DATASET Block Start

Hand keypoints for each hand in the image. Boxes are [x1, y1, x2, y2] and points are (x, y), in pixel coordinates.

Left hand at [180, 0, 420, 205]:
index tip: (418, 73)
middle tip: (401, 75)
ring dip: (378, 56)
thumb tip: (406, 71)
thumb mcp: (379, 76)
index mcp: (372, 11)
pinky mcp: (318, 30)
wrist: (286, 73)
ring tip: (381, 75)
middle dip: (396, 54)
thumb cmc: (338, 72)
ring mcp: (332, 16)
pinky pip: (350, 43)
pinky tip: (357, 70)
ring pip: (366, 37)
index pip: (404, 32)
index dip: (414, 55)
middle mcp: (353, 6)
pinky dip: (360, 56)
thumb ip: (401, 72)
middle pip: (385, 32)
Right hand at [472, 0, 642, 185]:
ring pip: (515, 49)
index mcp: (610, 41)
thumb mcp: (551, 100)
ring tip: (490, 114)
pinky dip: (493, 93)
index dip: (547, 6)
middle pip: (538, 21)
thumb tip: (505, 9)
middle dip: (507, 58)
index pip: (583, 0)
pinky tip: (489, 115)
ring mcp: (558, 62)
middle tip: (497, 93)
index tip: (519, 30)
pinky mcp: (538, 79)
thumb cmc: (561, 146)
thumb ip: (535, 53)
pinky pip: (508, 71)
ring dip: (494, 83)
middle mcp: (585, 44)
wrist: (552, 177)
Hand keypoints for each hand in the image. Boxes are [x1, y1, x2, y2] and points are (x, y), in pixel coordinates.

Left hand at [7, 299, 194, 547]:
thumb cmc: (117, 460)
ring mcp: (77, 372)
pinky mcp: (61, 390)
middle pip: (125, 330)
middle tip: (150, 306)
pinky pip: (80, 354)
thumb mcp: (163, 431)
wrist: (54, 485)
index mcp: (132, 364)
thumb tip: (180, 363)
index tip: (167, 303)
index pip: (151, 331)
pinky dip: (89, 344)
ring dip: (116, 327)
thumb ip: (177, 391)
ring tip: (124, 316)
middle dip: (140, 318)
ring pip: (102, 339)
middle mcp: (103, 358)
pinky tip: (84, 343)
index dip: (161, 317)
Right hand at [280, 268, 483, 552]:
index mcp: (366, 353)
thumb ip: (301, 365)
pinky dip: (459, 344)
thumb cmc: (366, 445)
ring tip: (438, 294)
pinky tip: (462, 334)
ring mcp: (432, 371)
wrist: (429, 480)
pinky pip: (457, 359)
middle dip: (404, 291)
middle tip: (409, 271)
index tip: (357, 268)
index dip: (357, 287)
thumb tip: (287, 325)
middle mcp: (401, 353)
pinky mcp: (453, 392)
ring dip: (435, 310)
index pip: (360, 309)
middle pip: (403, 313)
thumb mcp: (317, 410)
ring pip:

DATASET Block End

## [PROBLEM DETAILS]
Your reply should consist only of the lines running from the line with "index dip: (357, 287)" to the end of the listing, retyped exactly.

## [SOLUTION FOR THIS TASK]
index dip: (357, 287)
thumb tip: (287, 325)
middle mcp: (401, 353)
pinky mcp: (453, 392)
ring dip: (435, 310)
index pip: (360, 309)
middle pip: (403, 313)
thumb mcp: (317, 410)
ring pip:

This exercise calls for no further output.